#### What this task involves
Set down each of the records below exactly as it reads. No pictures go into the copy.

#### Source material
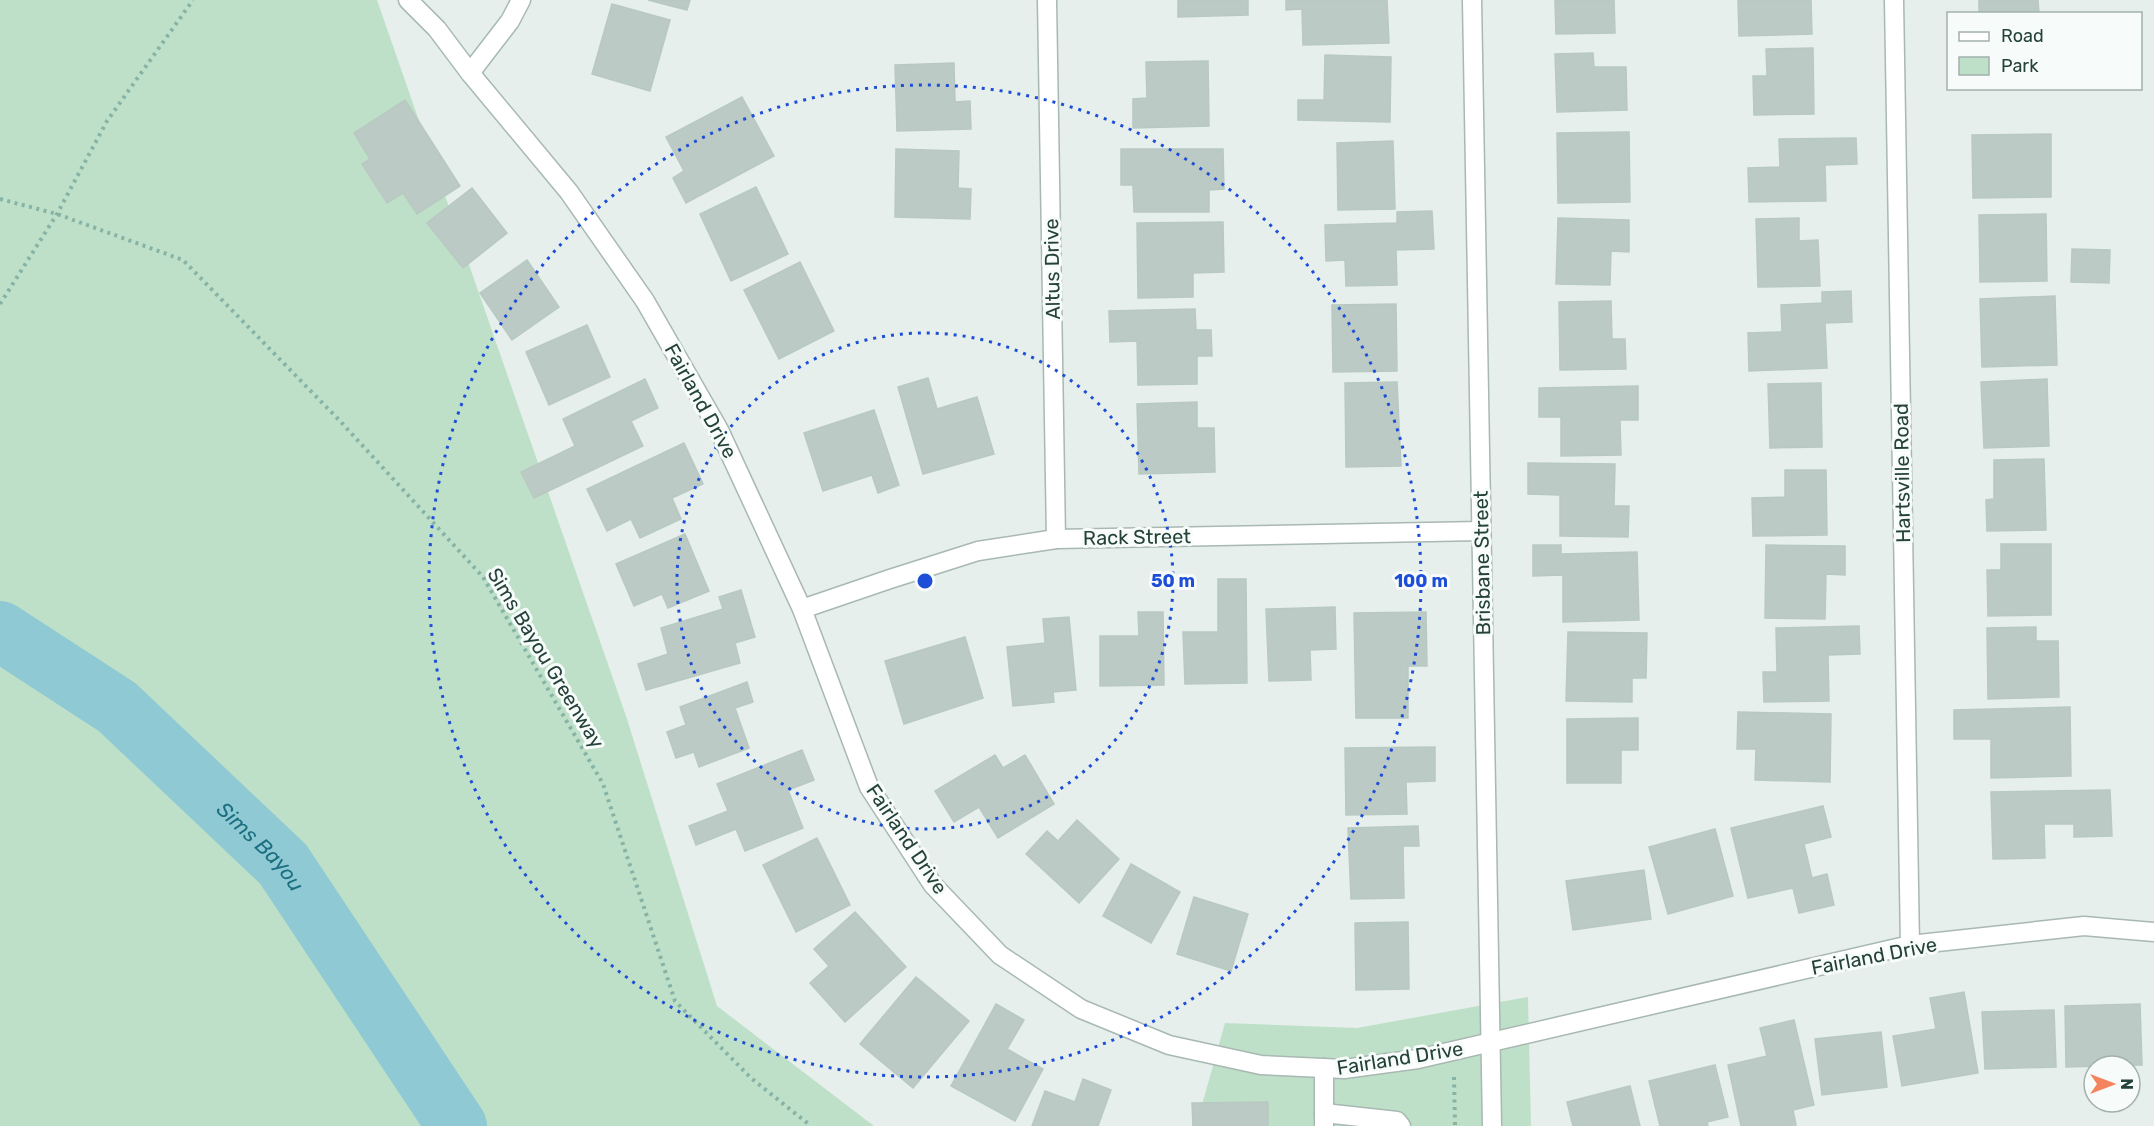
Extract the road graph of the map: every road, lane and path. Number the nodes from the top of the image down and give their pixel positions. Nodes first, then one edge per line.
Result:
1 (194, 0) edge
2 (408, 0) edge
3 (521, 0) edge
4 (1047, 0) edge
5 (1472, 0) edge
6 (1894, 0) edge
7 (470, 73) junction
8 (0, 199) edge
9 (57, 214) junction
10 (0, 304) edge
11 (1481, 531) junction
12 (1056, 539) junction
13 (802, 609) junction
14 (2154, 932) edge
15 (1910, 945) junction
16 (1490, 1042) junction
17 (1324, 1068) junction
18 (1454, 1076) dead end
19 (1324, 1120) edge
20 (811, 1126) edge
21 (1401, 1126) edge
22 (1455, 1126) edge
23 (1492, 1126) edge

1 - 9 path
2 - 7 street, Fairland Drive
3 - 7 street
4 - 12 street, Altus Drive
5 - 11 street, Brisbane Street
6 - 15 street, Hartsville Road
7 - 13 street, Fairland Drive
8 - 9 path, Sims Bayou Greenway
9 - 10 path
9 - 20 path, Sims Bayou Greenway
11 - 12 street, Rack Street
11 - 16 street, Brisbane Street
12 - 13 street, Rack Street
13 - 17 street, Fairland Drive
14 - 15 street, Fairland Drive
15 - 16 street, Fairland Drive
16 - 17 street, Fairland Drive
16 - 23 street, Brisbane Street
17 - 19 street
18 - 22 path
19 - 21 street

#### Worked solution
Extract the road graph of the map: every road, lane and path. Number the nodes from the top of the image down and give their pixel positions. Nodes first, then one edge per line.
Result:
1 (194, 0) edge
2 (408, 0) edge
3 (521, 0) edge
4 (1047, 0) edge
5 (1472, 0) edge
6 (1894, 0) edge
7 (470, 73) junction
8 (0, 199) edge
9 (57, 214) junction
10 (0, 304) edge
11 (1481, 531) junction
12 (1056, 539) junction
13 (802, 609) junction
14 (2154, 932) edge
15 (1910, 945) junction
16 (1490, 1042) junction
17 (1324, 1068) junction
18 (1454, 1076) dead end
19 (1324, 1120) edge
20 (811, 1126) edge
21 (1401, 1126) edge
22 (1455, 1126) edge
23 (1492, 1126) edge

1 - 9 path
2 - 7 street, Fairland Drive
3 - 7 street
4 - 12 street, Altus Drive
5 - 11 street, Brisbane Street
6 - 15 street, Hartsville Road
7 - 13 street, Fairland Drive
8 - 9 path, Sims Bayou Greenway
9 - 10 path
9 - 20 path, Sims Bayou Greenway
11 - 12 street, Rack Street
11 - 16 street, Brisbane Street
12 - 13 street, Rack Street
13 - 17 street, Fairland Drive
14 - 15 street, Fairland Drive
15 - 16 street, Fairland Drive
16 - 17 street, Fairland Drive
16 - 23 street, Brisbane Street
17 - 19 street
18 - 22 path
19 - 21 street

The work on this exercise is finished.